(Saved data entries)
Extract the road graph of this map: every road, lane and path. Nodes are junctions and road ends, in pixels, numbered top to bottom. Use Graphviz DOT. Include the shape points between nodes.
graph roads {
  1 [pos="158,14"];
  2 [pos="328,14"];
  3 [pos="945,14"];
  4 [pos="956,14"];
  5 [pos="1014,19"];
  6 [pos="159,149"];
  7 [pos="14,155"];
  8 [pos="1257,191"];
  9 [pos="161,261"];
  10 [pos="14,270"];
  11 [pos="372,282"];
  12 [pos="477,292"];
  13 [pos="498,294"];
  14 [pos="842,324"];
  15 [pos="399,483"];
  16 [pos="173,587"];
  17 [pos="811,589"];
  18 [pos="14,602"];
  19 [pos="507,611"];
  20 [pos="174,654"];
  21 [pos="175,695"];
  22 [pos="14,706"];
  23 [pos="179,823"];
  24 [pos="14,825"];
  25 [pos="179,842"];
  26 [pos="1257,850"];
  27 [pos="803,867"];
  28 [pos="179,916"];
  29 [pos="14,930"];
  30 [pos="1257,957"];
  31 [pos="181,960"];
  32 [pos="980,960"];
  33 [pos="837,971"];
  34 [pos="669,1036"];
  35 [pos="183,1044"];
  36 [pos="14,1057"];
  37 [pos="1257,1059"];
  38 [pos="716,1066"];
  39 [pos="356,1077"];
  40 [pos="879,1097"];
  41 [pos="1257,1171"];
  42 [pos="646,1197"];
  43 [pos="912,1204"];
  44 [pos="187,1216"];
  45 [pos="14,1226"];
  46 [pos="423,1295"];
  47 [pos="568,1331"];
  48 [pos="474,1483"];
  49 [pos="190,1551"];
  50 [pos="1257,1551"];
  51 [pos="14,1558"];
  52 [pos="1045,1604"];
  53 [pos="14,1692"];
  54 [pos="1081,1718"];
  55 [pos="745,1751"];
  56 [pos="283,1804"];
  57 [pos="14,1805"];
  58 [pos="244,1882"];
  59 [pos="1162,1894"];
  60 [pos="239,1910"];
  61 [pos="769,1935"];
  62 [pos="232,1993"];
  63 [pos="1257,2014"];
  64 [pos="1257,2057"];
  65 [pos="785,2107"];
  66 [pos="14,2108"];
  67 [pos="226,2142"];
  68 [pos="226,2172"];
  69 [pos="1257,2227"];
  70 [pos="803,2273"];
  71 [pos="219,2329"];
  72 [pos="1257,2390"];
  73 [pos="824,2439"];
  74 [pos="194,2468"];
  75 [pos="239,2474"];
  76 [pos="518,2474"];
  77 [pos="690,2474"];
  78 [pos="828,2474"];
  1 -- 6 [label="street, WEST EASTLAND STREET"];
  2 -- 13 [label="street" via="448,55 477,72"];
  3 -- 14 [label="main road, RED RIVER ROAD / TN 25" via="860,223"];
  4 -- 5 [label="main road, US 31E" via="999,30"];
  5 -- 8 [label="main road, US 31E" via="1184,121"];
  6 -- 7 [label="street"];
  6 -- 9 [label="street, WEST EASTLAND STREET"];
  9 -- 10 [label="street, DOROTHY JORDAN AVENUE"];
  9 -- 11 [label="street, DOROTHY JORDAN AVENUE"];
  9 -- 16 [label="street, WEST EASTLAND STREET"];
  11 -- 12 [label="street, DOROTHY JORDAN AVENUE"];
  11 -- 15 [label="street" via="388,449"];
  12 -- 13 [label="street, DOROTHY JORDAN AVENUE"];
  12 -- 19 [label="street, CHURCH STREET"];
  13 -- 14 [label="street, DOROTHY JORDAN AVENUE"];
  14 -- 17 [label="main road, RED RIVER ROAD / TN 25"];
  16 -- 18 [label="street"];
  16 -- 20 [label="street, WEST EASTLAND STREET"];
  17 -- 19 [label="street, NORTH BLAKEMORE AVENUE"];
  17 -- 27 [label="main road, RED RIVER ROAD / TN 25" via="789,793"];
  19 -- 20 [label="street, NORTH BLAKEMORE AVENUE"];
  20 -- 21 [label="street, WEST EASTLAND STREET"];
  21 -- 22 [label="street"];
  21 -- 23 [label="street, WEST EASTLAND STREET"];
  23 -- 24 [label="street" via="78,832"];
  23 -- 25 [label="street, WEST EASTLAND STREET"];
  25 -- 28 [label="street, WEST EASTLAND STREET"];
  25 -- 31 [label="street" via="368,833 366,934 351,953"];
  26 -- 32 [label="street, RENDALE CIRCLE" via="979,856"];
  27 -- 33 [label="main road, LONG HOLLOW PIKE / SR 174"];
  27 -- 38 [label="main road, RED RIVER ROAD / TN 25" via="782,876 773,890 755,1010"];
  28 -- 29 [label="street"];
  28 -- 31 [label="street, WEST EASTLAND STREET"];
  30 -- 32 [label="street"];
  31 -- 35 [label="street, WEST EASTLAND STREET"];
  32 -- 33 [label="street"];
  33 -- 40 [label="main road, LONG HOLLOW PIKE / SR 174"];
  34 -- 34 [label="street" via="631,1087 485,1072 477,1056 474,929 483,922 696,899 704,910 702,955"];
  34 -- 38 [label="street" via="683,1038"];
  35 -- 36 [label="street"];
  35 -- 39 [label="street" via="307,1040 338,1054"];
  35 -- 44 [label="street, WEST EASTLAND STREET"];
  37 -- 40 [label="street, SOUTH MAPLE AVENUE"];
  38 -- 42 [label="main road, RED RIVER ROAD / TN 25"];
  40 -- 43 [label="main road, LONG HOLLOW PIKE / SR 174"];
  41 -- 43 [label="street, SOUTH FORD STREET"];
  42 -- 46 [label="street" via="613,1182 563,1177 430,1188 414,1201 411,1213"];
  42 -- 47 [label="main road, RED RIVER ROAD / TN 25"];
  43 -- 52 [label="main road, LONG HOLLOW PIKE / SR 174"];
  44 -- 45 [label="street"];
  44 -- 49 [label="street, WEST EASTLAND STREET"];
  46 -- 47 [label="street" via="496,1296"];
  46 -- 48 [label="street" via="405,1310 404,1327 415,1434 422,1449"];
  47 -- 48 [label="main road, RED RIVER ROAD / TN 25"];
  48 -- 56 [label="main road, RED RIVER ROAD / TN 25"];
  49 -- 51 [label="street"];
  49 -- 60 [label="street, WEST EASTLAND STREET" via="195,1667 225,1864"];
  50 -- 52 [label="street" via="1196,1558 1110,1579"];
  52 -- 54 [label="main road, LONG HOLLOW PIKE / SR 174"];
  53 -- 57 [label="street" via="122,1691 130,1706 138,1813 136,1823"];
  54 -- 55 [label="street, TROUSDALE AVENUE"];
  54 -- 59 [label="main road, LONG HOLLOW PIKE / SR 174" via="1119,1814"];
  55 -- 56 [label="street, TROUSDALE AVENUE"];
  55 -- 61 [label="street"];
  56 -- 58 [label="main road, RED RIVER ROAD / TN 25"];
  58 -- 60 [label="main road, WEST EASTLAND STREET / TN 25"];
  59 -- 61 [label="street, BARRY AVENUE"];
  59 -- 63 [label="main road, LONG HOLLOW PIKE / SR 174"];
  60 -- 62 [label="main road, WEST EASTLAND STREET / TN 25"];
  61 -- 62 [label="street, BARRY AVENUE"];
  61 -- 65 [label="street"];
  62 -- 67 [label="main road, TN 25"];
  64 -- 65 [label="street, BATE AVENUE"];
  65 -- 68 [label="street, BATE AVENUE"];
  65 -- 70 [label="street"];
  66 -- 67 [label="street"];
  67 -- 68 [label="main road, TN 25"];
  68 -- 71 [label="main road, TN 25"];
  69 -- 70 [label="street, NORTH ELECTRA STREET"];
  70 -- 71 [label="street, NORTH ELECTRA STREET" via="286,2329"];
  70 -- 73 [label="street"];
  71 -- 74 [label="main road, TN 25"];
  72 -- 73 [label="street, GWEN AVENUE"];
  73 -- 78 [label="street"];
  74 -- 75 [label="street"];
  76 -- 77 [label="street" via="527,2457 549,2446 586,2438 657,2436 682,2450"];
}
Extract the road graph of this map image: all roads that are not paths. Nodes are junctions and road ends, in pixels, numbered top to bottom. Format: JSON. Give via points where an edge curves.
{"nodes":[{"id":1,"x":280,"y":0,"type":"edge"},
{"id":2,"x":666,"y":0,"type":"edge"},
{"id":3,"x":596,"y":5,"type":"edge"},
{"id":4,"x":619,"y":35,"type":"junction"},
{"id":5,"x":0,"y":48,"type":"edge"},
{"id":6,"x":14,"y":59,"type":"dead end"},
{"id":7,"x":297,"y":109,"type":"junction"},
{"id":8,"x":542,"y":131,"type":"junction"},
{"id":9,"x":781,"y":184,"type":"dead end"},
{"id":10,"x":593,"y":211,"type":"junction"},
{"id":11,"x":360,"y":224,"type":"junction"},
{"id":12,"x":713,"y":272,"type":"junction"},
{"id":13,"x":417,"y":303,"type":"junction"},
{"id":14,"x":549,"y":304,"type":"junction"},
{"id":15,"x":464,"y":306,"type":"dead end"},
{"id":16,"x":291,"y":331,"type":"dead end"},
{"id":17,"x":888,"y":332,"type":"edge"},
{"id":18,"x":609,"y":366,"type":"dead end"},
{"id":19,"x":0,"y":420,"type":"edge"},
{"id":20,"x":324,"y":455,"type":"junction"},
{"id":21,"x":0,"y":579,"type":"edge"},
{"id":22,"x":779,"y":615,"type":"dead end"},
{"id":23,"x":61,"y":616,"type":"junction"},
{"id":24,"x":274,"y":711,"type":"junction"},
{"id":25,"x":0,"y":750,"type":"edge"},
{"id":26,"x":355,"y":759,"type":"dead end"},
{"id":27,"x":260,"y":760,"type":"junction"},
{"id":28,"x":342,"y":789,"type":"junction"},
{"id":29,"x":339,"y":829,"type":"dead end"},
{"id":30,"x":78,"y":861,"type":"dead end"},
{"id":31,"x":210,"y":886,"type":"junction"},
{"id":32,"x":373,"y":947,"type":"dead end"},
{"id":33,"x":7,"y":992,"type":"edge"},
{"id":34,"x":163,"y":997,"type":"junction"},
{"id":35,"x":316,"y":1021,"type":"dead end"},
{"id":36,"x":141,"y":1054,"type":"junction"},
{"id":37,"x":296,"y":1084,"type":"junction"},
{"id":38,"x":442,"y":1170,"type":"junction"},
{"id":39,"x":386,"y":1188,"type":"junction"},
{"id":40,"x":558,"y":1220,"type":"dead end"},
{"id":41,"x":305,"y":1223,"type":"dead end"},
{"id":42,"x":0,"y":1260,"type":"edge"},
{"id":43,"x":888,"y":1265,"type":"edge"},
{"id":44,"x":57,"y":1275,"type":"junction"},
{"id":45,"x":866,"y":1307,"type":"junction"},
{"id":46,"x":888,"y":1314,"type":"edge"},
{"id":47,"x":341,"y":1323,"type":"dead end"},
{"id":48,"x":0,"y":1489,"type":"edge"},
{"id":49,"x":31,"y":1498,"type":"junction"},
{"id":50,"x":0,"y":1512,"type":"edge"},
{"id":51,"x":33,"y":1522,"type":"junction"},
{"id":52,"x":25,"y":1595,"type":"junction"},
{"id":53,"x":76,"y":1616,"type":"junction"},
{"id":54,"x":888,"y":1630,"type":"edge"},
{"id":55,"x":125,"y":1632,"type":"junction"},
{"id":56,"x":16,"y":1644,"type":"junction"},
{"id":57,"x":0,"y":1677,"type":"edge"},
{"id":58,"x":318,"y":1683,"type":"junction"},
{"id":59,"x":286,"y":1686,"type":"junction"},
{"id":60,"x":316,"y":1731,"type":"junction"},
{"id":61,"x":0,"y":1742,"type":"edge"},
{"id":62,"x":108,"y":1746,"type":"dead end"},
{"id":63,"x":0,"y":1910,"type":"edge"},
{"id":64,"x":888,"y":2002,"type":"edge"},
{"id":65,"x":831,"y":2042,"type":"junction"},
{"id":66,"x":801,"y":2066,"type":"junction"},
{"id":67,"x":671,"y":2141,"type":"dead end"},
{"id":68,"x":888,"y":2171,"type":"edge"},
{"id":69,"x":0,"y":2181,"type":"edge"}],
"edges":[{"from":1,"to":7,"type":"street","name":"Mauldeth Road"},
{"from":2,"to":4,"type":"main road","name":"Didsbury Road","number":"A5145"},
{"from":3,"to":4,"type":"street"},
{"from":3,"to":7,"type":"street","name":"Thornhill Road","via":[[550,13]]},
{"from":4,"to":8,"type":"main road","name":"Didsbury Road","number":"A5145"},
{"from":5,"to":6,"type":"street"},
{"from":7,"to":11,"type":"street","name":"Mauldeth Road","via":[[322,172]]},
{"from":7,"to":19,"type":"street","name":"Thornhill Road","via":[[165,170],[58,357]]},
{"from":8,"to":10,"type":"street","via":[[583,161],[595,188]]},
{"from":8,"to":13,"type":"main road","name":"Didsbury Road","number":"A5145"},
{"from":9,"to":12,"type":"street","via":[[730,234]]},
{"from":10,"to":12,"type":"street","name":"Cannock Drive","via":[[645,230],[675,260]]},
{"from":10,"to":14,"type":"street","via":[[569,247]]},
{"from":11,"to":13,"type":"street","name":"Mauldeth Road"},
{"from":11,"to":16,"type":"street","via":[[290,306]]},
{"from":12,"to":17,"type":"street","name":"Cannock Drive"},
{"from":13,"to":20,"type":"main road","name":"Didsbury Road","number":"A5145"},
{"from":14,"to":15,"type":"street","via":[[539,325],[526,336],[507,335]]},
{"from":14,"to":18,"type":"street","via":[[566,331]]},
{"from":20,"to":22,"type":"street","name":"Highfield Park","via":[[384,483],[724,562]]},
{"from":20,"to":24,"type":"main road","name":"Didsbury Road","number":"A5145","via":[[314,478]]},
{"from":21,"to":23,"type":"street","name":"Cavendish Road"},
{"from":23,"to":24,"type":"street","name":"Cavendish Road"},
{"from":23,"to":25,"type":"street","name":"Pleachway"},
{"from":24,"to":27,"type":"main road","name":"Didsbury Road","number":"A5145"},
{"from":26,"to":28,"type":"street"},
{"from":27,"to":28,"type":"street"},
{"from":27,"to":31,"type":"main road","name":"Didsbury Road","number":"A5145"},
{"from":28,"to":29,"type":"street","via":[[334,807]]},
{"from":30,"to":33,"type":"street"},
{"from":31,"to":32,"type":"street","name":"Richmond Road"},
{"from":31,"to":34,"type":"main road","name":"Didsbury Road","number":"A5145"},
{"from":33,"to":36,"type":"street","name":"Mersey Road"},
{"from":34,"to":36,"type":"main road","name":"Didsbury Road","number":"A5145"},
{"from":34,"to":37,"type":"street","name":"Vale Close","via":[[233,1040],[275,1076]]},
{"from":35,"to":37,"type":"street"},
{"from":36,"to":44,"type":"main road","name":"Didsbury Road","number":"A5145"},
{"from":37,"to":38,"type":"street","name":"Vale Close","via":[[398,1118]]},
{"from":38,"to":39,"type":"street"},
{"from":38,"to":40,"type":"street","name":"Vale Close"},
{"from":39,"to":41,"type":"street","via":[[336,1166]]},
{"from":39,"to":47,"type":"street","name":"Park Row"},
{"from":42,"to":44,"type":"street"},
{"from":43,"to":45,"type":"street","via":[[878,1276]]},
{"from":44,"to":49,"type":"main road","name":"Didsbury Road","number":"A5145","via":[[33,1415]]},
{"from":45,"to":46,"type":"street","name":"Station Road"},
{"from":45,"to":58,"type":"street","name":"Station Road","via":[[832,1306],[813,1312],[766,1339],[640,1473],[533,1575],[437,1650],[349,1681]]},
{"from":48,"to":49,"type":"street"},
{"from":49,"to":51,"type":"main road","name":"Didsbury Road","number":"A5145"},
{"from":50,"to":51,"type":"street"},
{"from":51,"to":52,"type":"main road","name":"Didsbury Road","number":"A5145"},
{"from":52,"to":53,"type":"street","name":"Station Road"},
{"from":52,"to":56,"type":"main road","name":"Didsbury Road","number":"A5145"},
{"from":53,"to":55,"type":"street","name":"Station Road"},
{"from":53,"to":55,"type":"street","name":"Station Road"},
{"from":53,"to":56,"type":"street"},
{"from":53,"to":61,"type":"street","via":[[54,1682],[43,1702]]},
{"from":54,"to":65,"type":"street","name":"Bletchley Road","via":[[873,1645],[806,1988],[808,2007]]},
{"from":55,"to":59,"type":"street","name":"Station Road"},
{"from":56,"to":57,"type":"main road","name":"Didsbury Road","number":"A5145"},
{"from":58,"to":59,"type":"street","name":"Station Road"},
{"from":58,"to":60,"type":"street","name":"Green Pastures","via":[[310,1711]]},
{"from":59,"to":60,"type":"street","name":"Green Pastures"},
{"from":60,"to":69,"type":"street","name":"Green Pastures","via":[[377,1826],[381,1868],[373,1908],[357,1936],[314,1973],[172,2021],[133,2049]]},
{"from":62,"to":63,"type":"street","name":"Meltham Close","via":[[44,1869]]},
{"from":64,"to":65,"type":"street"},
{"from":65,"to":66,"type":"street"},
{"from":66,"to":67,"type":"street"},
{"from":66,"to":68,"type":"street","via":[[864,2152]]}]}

▶ Work task:
Wherever a line of the records above contains the string "Cannock", copy that line out.

▶ Output for this exercise:
{"from":10,"to":12,"type":"street","name":"Cannock Drive","via":[[645,230],[675,260]]},
{"from":12,"to":17,"type":"street","name":"Cannock Drive"},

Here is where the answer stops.